Deadbands for Reading and Logging
All analog I/O tags (including both the I/O tag in the Analog or Discrete mode and the Analog Status tag) have built-in deadbands that help improve performance. Without these, your system might read or log excessive amounts of system noise in addition to the values you care about. But while deadbands are designed to protect your system, they can be harmful if set too high or too low.
You are advised to note the deadband value on the I/O tab and the Logging tab of every tag you create. Adjust as required.
Symptoms of a poorly chosen deadband:
Mismatch indicator is always set.
Most common with devices that have a large unscaled (raw data) range. Values to be written are always converted to the raw form but then rounded to integers for the device. This conversion / rounding process will often introduce a small difference that will be caught as a mismatch. Setting a deadband larger than the mismatch will cure the problem.

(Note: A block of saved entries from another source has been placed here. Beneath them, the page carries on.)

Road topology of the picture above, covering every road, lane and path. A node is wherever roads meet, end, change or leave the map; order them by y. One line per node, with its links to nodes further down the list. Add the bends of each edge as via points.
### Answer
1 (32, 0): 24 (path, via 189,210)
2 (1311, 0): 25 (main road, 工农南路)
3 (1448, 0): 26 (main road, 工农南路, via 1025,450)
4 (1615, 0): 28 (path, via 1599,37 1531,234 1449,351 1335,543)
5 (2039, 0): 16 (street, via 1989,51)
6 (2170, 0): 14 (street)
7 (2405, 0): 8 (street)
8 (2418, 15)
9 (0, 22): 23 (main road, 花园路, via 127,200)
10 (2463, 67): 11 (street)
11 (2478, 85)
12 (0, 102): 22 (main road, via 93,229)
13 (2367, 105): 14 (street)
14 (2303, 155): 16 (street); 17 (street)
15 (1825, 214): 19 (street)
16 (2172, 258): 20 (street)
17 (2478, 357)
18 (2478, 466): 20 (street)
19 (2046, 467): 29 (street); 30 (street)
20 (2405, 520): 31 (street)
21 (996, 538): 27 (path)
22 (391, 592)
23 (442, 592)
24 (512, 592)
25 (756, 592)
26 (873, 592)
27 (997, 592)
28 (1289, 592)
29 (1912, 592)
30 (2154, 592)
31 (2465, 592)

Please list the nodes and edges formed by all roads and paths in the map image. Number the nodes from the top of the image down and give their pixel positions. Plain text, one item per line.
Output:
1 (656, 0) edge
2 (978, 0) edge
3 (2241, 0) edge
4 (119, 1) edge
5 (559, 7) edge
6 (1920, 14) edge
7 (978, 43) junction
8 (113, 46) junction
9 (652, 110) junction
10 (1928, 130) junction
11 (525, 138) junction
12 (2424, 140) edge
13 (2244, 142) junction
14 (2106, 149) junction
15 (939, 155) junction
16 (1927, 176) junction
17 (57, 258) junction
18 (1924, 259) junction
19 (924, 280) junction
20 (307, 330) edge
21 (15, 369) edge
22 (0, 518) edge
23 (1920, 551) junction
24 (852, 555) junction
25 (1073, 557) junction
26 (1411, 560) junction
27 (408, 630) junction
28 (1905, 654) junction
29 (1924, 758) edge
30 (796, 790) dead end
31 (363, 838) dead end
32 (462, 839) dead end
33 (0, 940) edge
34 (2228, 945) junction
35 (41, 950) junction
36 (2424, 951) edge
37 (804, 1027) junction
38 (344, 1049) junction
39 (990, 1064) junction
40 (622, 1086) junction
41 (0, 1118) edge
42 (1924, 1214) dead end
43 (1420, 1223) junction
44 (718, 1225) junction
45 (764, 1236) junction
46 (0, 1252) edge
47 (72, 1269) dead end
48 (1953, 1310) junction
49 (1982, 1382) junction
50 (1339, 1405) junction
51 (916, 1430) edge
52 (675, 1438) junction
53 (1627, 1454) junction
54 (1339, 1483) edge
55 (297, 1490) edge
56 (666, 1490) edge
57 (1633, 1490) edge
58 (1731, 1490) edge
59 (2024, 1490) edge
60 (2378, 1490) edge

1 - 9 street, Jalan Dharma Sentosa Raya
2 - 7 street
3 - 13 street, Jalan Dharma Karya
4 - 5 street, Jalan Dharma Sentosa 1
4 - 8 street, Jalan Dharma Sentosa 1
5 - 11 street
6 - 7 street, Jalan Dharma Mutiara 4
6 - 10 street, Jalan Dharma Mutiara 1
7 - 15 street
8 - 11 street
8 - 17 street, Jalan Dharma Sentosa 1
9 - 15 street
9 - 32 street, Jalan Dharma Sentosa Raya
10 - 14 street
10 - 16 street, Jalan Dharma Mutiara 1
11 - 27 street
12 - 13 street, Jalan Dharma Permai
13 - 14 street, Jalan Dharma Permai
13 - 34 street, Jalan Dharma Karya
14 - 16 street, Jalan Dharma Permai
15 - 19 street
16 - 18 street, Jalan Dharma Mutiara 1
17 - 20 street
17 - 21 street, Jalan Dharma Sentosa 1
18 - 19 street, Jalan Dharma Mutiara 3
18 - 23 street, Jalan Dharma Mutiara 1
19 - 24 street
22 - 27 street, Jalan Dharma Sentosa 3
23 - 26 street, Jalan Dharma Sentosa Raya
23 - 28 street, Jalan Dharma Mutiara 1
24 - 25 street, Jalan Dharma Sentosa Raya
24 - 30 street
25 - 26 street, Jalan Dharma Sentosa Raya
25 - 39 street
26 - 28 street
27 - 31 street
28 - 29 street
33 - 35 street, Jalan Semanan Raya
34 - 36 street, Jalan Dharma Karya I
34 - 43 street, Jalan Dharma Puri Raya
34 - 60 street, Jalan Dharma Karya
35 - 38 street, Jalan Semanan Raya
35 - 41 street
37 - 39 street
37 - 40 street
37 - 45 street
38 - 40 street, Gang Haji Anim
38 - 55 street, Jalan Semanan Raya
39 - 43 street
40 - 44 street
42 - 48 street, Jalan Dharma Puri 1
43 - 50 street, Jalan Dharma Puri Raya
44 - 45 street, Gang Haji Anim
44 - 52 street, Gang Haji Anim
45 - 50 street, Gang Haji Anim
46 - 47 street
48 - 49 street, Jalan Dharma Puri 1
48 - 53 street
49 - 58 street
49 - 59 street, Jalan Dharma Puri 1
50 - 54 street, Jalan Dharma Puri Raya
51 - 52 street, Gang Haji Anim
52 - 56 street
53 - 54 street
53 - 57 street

For example, we are aware of devices with an unscaled range of 0 to 16383. Suppose that a register on such a device is assigned a scaled range of 0 to 60. When a value of 1 is entered, it will be converted to the raw value of 1*16383/60 = 273.05. But if the device stores only whole values within its range, this is converted to 273, thus introducing a mismatch condition. (273.05 written / 273 read as feedback.) The same math can result in a raw value that is meant to represent a scaled "1" being converted to something like "0.99817" as it is converted from unscaled to scaled.
A read deadband of 0.1 will cure these problems.
Sluggish screen updates / missing values.
The I/O read deadband may be too high and therefore missing changes in value.
Flickering screen updates.
The I/O read deadband may be too low and therefore recording system noise rather than useful data.
Missing data in the history.
The logging deadband is too high and therefore not recording all changes.
Data folders are filling the drive.
The logging deadband is missing or too low, filling the history with changes that are mostly system noise.
The read deadband can be adjusted in the I/O tab of your tag:
The default value is based on several factors including, but not limited to:
- The application property, DefaultDriverDeadbandFractionOfFullScale
- The display range if configured, or the scaled range otherwise.
The logging deadband can be adjusted in the Logging tab of your tag:
The default value is based on the application property, DefaultAnalogDeadbandFractionOfFullScale multiplied by the tag's display range if configured, or by the scaled range otherwise.